CA Paris, 4e ch. B, 19 novembre 1999, n° 1997-17830

PARIS

Arrêt

PARTIES

Demandeur :

Sebagh

Défendeur :

Stéphane Kelian (SA), Michel Perry (SA), Rautureau Apple Shoes (Sté)

COMPOSITION DE LA JURIDICTION

Président :

M. Boval

Conseillers :

Mmes Mandel, Regniez

Avoués :

SCP Regnier-Bequet, SCP Annie Baskal, SCP Bernabe-Ricard-Chardin-Cheviller, Me Moreau

Avocats :

Mes Guerlain, Turczynski, Fajgenbaum, Musimovici.

T. com. Paris, du 6 juin 1997

6 juin 1997

La cour statue sur l'appel interjeté par M. Sebagh d'un jugement en date du 6 juin 1997 rendu par le Tribunal de commerce de Paris dans un litige l'opposant aux sociétés Stéphane Kelian, Michel Perry et Ratureau Appel Shoes SA.

Référence étant faite au jugement entrepris pour l'exposé des faits, de la procédure et des moyens antérieurs des parties, il suffit de rappeler les éléments essentiels suivants.

M. Sebagh qui exploite un commerce de vente de chaussures sous l'enseigne Shoe Bizz a ouvert le 21 avril 1994 un stand aux Galeries Lafayette, boulevard Haussmann à Paris, en suite d'un contrat à durée indéterminée conclu avec cet établissement.

Les Galeries Lafayette ont dénoncé ce contrat le 11 avril 1995 à effet au 29 juillet 1995. L'ouverture du stand a été prorogée jusqu'au 30 septembre 1995.

M. Sebagh a contesté les conditions de la rupture et a intenté une procédure judiciaire contre son contractant.

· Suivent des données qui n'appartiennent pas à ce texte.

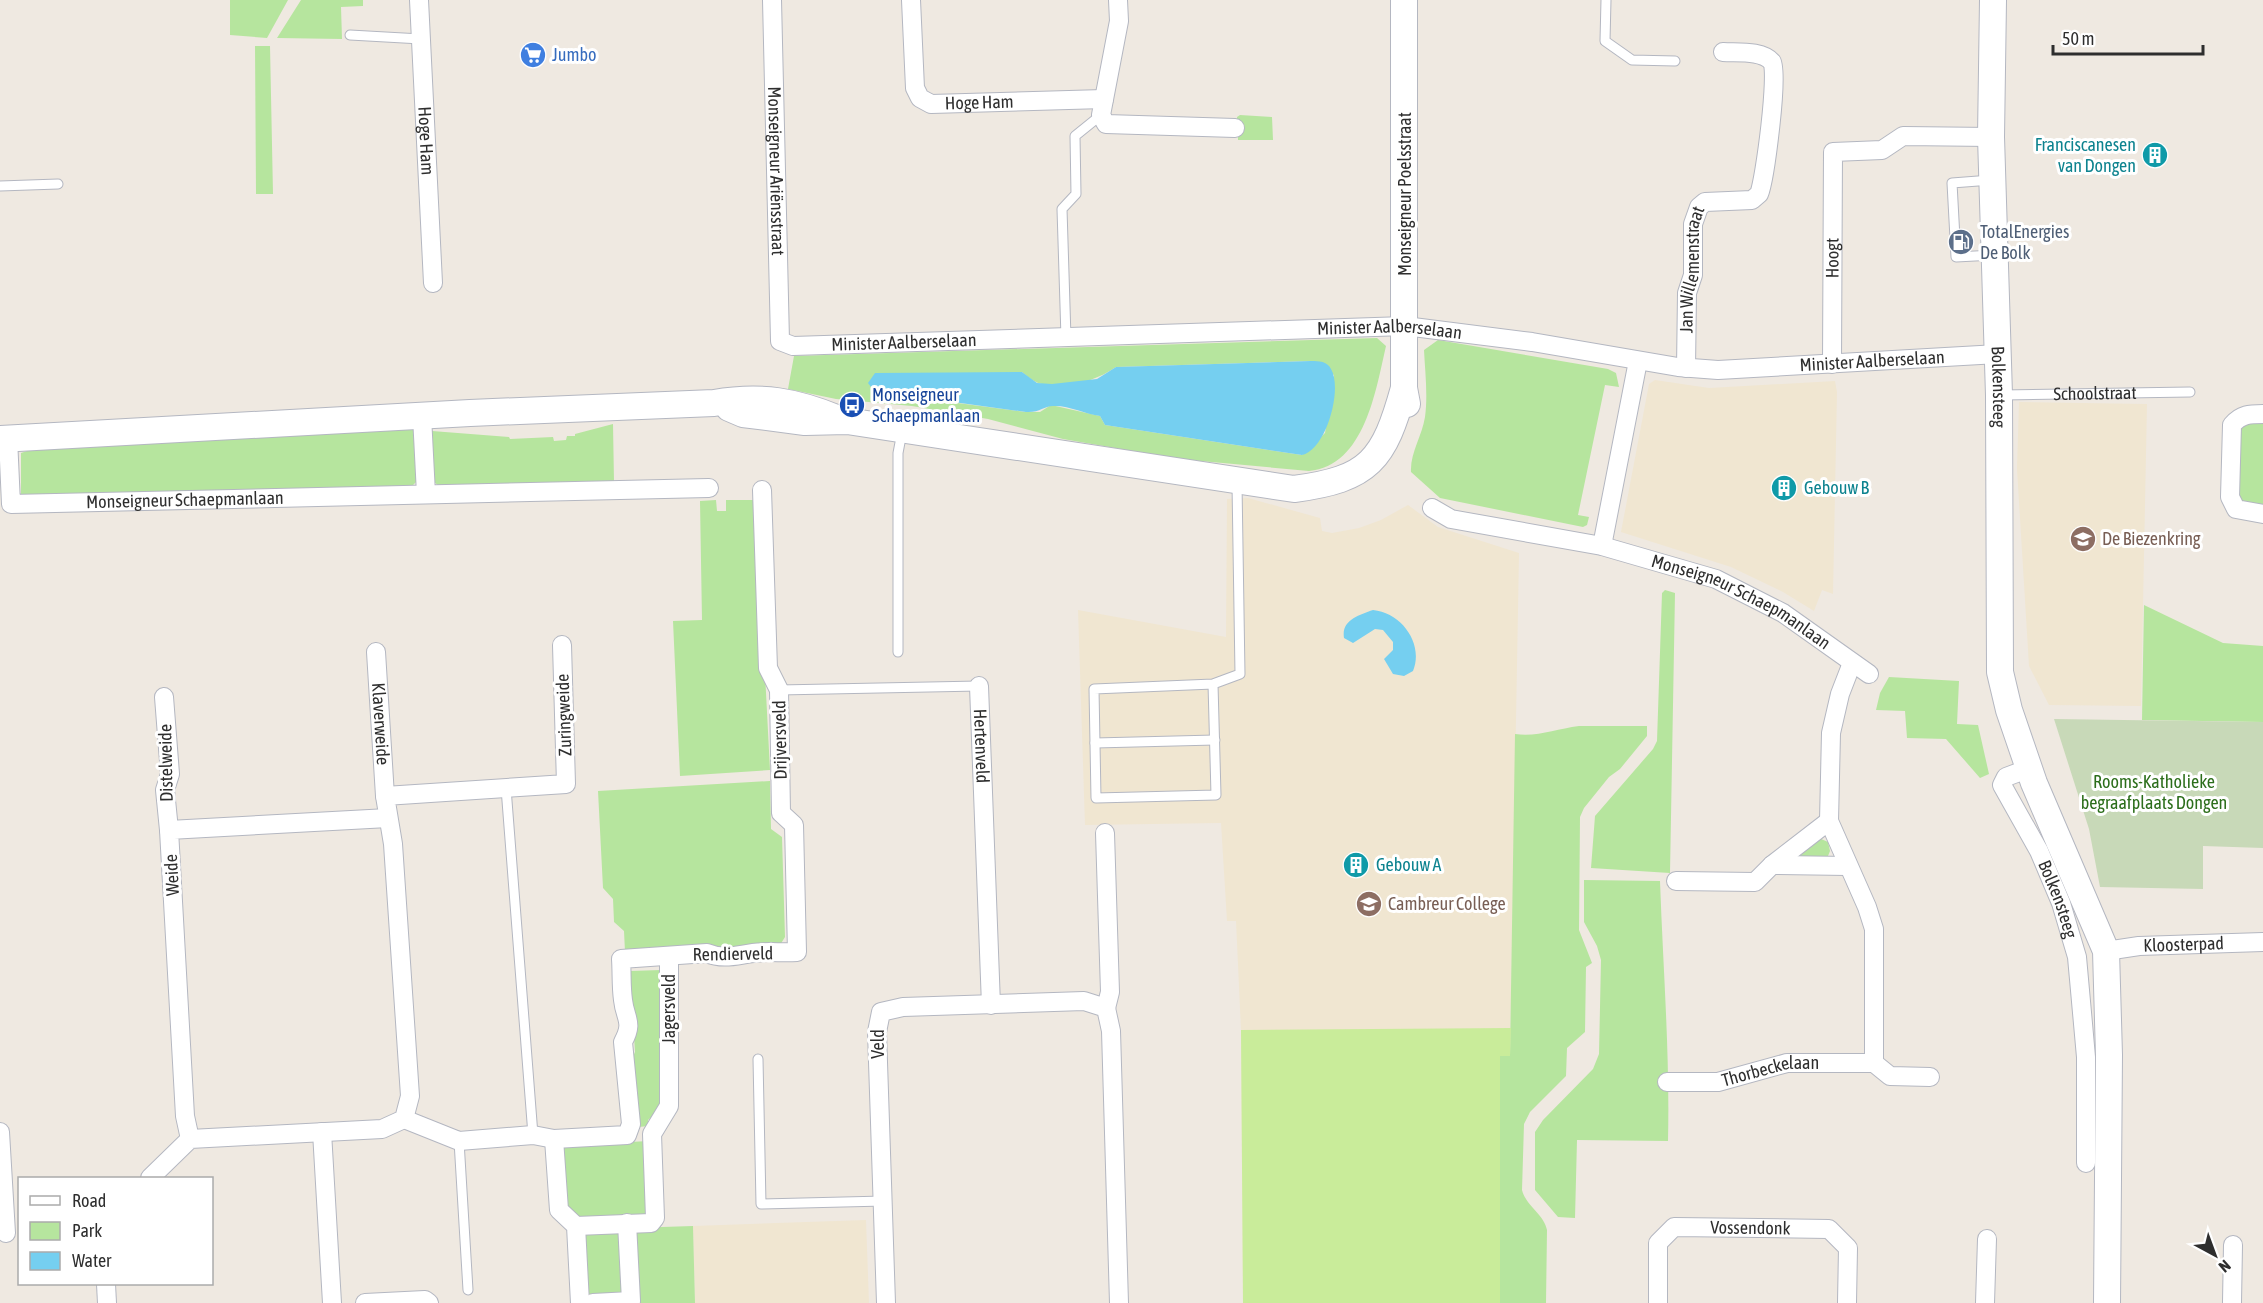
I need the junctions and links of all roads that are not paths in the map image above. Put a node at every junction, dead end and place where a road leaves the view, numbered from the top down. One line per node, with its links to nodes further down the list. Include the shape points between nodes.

Ayant pris connaissance, au cours de cette procédure, de diverses lettres envoyées par des sociétés concurrentes bénéficiant également de stands dans ce grand magasin qui auraient contenu des propos désobligeants à son encontre, et qui auraient, selon lui, joué un rôle dans son éviction, M. Sebagh a fait assigner devant le tribunal de commerce de Paris les auteurs de ces lettres, les sociétés Stéphane Kelian, Rautureau et Michel Perry, sur le fondement de la concurrence déloyale, pour obtenir paiement de la somme de 2 000 000 F à titre de dommages et intérêts, la publication de la décision ainsi que paiement de la somme de 50 000 F au titre de l'article 700 du Nouveau code de procédure civile.

Ses adversaires avaient notamment demandé que M. Sebagh verse aux débats l'ensemble des documents communiqués dans le cadre de l'instance qui l'opposait aux Galeries Lafayette, et chacune d'elles, estimant n'avoir eu aucun comportement fautif, avait conclu au rejet des demandes formées par M. Sebagh et sollicité l'allocation d'une indemnité sur le fondement de l'article 700 du Nouveau code de procédure civile ainsi que des dommages et intérêts pour procédure abusive.

Par le jugement déféré, le tribunal a dit mal fondé M. Sebagh en toutes ses demandes et a dit n'y avoir lieu de prononcer à son égard les mesures d'injonction sollicitées par les défenderesses.

Appelant, M. Sebagh poursuivant la réformation du jugement, demande à la Cour de :

- dire que ses adversaires se sont rendues coupables d'actes de concurrence déloyale lui causant un préjudice matériel et moral,

- les condamner in solidum à lui payer la somme de 2 000 000 F à titre de dommages et intérêts,

- ordonner la publication de l'arrêt, aux frais de ses adversaires, dans cinq journaux ou périodiques de son choix, le coût de chaque insertion ne dépassant pas la somme de 30 000 F,

- rejeter les demandes de ses adversaires,

- les condamner à lui payer la somme de 50 000 F par application de l'article 700 du Nouveau code de procédure civile.

Les intimées concluent à la confirmation du jugement en ce qu'il a débouté M. Sebagh. Y joutant, les sociétés Stéphane Kelian et Rautureau demandent la condamnation de M. Sebagh pour procédure abusive au paiement pour chacune d'elles de la somme de 50 000 F à titre de dommages et intérêts.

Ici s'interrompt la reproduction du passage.